#### [What you have to do]
Look through the data for the string "Park". Copy every line where it is found.

Start of Source data

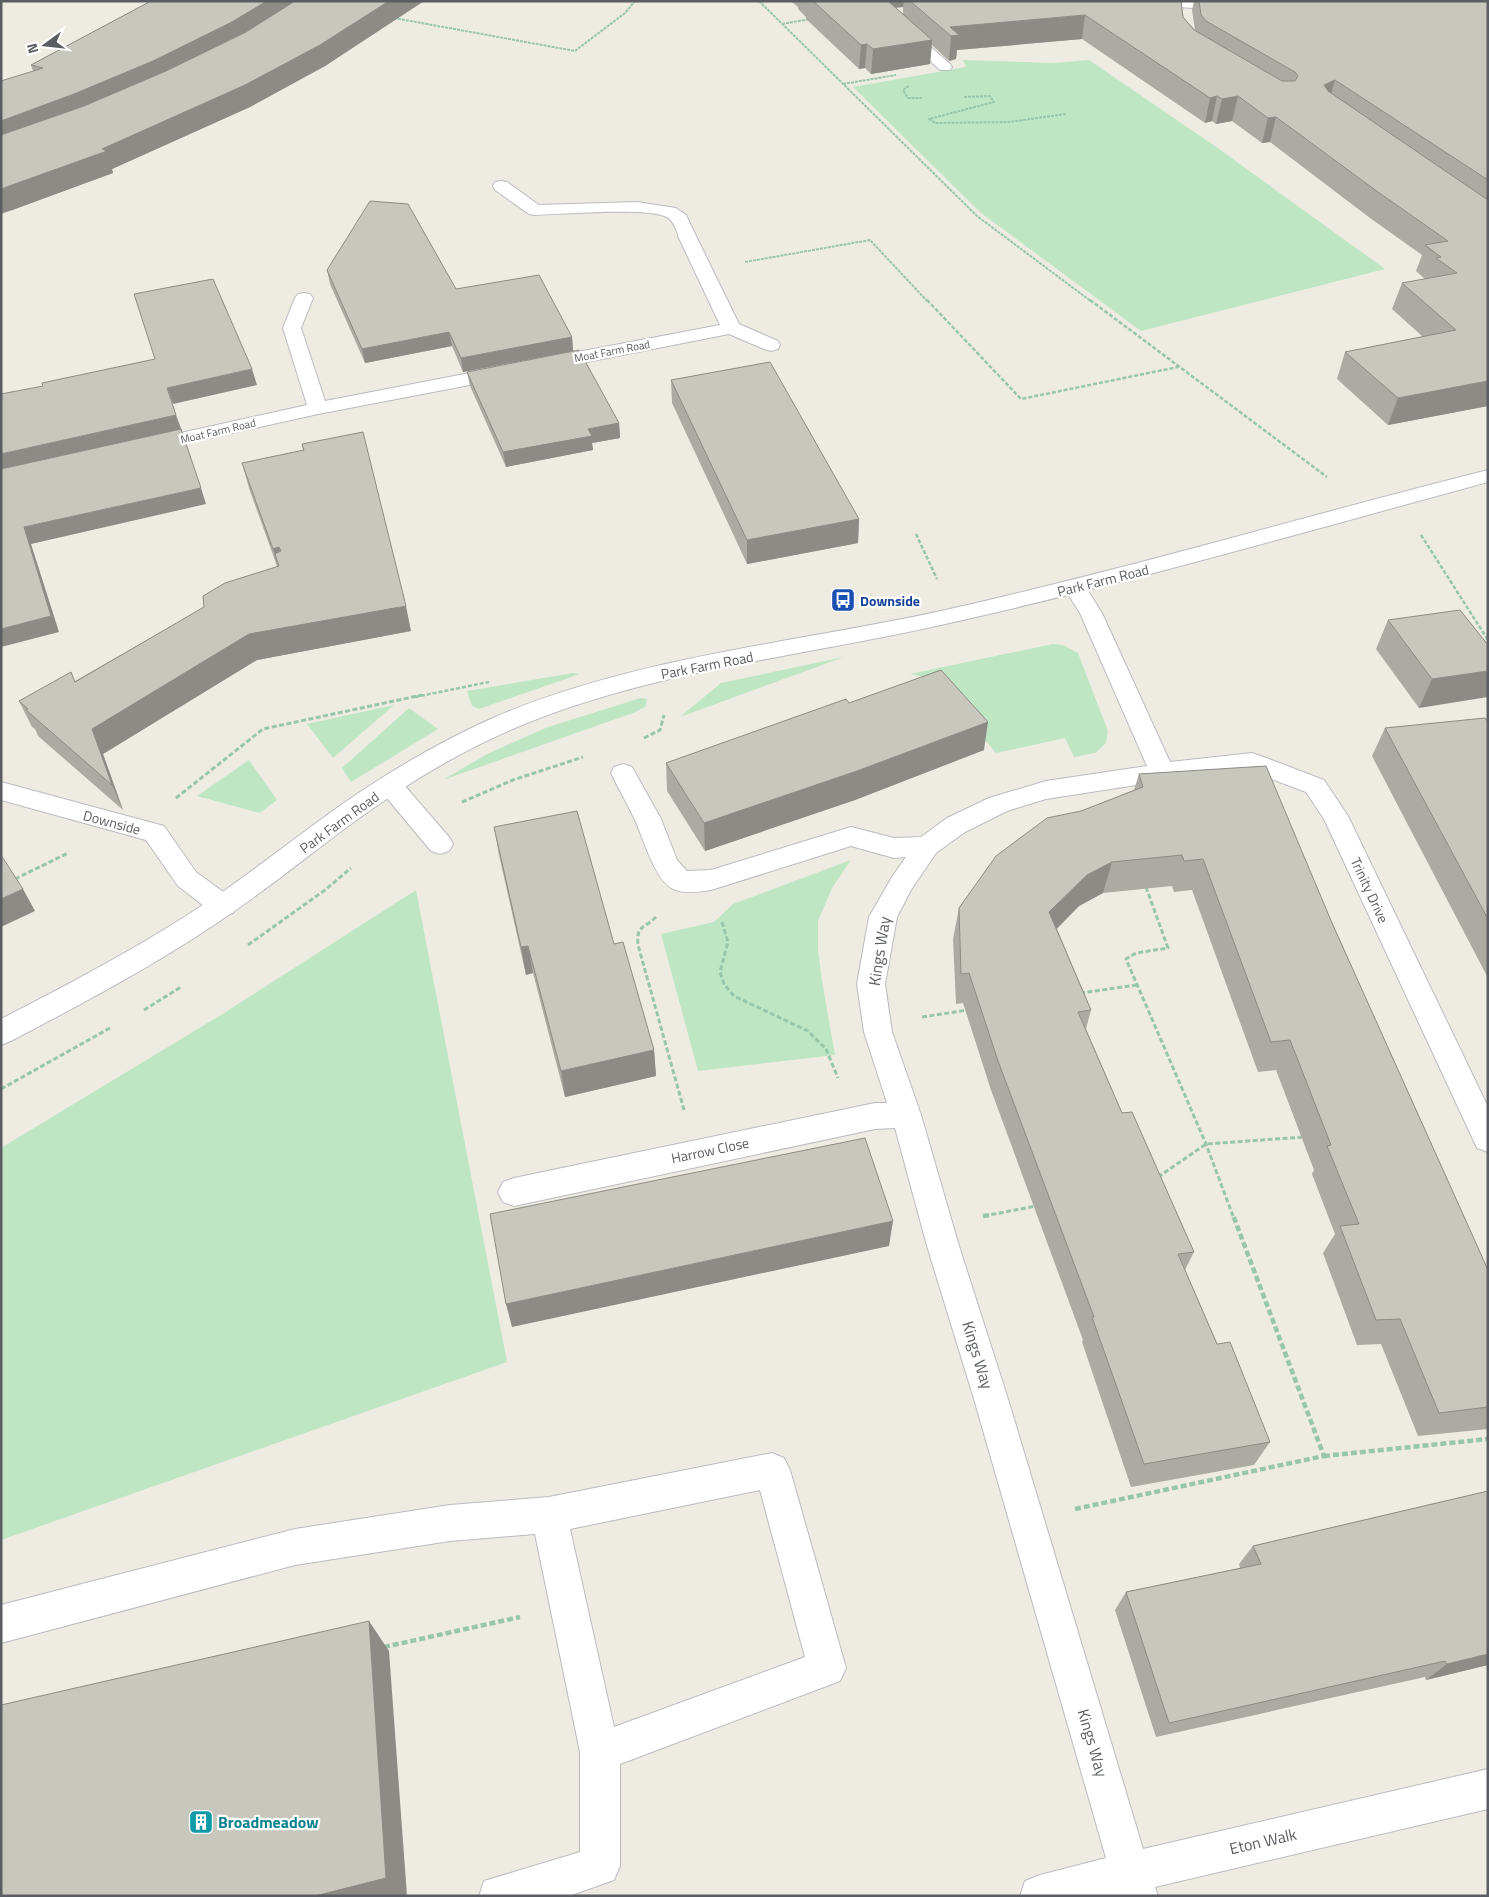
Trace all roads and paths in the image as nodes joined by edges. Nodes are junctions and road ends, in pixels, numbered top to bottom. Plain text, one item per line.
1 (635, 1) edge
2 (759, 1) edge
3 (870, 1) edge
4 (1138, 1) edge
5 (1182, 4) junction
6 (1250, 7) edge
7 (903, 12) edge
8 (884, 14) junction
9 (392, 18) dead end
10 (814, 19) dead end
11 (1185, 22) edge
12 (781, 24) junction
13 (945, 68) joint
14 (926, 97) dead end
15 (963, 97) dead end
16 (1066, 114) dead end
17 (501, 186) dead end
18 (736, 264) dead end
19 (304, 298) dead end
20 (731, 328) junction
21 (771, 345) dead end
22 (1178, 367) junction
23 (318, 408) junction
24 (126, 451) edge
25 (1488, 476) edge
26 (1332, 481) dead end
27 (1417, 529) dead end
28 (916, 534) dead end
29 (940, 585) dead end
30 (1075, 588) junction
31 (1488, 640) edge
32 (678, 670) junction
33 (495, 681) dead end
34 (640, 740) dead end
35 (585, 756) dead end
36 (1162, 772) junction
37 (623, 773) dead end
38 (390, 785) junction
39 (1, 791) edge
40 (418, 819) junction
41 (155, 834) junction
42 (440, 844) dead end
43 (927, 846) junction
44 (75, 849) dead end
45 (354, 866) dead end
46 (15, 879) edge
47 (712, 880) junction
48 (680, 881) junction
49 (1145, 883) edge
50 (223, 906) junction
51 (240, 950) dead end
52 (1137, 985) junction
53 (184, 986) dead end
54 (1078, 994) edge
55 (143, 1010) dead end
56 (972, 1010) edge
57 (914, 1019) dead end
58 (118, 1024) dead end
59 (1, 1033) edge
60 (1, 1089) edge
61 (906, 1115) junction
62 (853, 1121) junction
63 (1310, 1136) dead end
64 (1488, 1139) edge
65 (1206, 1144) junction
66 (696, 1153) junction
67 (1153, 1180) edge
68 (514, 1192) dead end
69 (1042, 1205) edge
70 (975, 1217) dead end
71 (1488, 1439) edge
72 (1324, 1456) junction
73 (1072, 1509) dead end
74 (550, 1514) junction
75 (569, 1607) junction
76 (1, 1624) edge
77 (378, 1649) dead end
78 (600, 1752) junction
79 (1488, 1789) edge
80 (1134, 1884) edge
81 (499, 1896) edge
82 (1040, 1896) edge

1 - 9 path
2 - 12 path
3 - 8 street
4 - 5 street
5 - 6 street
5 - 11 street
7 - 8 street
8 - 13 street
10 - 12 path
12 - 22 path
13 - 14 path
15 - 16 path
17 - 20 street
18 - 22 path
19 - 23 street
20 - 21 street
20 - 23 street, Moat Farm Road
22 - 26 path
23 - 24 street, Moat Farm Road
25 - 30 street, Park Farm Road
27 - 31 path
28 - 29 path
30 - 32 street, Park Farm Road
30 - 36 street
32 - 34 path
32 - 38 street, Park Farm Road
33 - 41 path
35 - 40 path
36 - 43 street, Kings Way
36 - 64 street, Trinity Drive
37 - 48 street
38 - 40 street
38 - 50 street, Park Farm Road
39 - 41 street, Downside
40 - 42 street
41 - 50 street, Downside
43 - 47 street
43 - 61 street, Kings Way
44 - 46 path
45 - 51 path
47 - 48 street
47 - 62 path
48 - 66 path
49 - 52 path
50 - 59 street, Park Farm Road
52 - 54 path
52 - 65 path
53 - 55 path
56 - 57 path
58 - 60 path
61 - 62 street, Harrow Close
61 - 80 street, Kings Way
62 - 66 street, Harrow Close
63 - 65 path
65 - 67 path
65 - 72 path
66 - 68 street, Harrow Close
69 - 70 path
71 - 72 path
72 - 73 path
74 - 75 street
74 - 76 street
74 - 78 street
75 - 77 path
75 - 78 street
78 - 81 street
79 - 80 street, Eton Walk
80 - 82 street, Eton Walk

End of Source data

#### [Response to this exercise]
25 - 30 street, Park Farm Road
30 - 32 street, Park Farm Road
32 - 38 street, Park Farm Road
38 - 50 street, Park Farm Road
50 - 59 street, Park Farm Road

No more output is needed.